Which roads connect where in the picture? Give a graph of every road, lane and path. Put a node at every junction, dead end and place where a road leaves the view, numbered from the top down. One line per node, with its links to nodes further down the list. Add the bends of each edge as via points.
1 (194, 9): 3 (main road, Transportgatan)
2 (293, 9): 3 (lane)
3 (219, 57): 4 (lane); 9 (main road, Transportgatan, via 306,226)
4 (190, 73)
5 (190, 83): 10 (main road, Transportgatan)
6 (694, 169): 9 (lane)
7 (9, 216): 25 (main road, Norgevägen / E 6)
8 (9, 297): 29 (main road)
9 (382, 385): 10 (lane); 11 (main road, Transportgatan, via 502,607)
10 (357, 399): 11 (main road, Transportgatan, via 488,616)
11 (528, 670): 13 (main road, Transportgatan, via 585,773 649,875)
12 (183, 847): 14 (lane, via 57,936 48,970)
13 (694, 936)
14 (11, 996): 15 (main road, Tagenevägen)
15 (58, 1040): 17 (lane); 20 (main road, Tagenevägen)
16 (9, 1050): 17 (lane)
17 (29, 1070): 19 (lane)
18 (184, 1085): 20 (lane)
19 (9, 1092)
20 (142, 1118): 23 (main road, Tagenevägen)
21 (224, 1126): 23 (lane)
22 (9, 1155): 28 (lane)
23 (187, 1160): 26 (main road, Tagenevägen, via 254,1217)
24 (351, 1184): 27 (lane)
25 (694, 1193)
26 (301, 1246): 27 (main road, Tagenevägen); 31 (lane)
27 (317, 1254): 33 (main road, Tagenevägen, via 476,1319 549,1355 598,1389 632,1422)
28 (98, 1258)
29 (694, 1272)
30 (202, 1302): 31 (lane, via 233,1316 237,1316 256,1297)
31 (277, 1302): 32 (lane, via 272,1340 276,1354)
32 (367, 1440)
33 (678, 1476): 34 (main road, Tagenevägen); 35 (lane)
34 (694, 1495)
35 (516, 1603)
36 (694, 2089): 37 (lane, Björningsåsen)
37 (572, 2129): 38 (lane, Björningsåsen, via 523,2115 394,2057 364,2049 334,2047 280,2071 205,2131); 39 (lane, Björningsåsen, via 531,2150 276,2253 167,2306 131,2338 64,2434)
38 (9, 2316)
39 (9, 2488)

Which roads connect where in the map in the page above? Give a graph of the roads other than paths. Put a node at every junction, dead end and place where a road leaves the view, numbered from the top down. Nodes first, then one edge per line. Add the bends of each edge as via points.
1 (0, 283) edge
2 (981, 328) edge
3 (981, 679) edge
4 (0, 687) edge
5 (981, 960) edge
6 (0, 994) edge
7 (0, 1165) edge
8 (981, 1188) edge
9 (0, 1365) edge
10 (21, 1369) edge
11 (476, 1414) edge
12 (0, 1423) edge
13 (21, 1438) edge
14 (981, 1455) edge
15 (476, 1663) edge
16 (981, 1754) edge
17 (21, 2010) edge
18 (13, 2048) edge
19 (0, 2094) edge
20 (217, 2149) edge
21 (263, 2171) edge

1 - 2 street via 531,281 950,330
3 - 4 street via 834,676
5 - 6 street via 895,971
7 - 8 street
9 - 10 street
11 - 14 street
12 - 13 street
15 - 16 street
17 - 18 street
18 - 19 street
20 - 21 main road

────

◆ Work item ◆
Print every line you see above, exactly as written.

◆ The answer ◆
Which roads connect where in the picture? Give a graph of every road, lane and path. Put a node at every junction, dead end and place where a road leaves the view, numbered from the top down. One line per node, with its links to nodes further down the list. Add the bends of each edge as via points.
1 (194, 9): 3 (main road, Transportgatan)
2 (293, 9): 3 (lane)
3 (219, 57): 4 (lane); 9 (main road, Transportgatan, via 306,226)
4 (190, 73)
5 (190, 83): 10 (main road, Transportgatan)
6 (694, 169): 9 (lane)
7 (9, 216): 25 (main road, Norgevägen / E 6)
8 (9, 297): 29 (main road)
9 (382, 385): 10 (lane); 11 (main road, Transportgatan, via 502,607)
10 (357, 399): 11 (main road, Transportgatan, via 488,616)
11 (528, 670): 13 (main road, Transportgatan, via 585,773 649,875)
12 (183, 847): 14 (lane, via 57,936 48,970)
13 (694, 936)
14 (11, 996): 15 (main road, Tagenevägen)
15 (58, 1040): 17 (lane); 20 (main road, Tagenevägen)
16 (9, 1050): 17 (lane)
17 (29, 1070): 19 (lane)
18 (184, 1085): 20 (lane)
19 (9, 1092)
20 (142, 1118): 23 (main road, Tagenevägen)
21 (224, 1126): 23 (lane)
22 (9, 1155): 28 (lane)
23 (187, 1160): 26 (main road, Tagenevägen, via 254,1217)
24 (351, 1184): 27 (lane)
25 (694, 1193)
26 (301, 1246): 27 (main road, Tagenevägen); 31 (lane)
27 (317, 1254): 33 (main road, Tagenevägen, via 476,1319 549,1355 598,1389 632,1422)
28 (98, 1258)
29 (694, 1272)
30 (202, 1302): 31 (lane, via 233,1316 237,1316 256,1297)
31 (277, 1302): 32 (lane, via 272,1340 276,1354)
32 (367, 1440)
33 (678, 1476): 34 (main road, Tagenevägen); 35 (lane)
34 (694, 1495)
35 (516, 1603)
36 (694, 2089): 37 (lane, Björningsåsen)
37 (572, 2129): 38 (lane, Björningsåsen, via 523,2115 394,2057 364,2049 334,2047 280,2071 205,2131); 39 (lane, Björningsåsen, via 531,2150 276,2253 167,2306 131,2338 64,2434)
38 (9, 2316)
39 (9, 2488)

Which roads connect where in the map in the page above? Give a graph of the roads other than paths. Put a node at every junction, dead end and place where a road leaves the view, numbered from the top down. Nodes first, then one edge per line. Add the bends of each edge as via points.
1 (0, 283) edge
2 (981, 328) edge
3 (981, 679) edge
4 (0, 687) edge
5 (981, 960) edge
6 (0, 994) edge
7 (0, 1165) edge
8 (981, 1188) edge
9 (0, 1365) edge
10 (21, 1369) edge
11 (476, 1414) edge
12 (0, 1423) edge
13 (21, 1438) edge
14 (981, 1455) edge
15 (476, 1663) edge
16 (981, 1754) edge
17 (21, 2010) edge
18 (13, 2048) edge
19 (0, 2094) edge
20 (217, 2149) edge
21 (263, 2171) edge

1 - 2 street via 531,281 950,330
3 - 4 street via 834,676
5 - 6 street via 895,971
7 - 8 street
9 - 10 street
11 - 14 street
12 - 13 street
15 - 16 street
17 - 18 street
18 - 19 street
20 - 21 main road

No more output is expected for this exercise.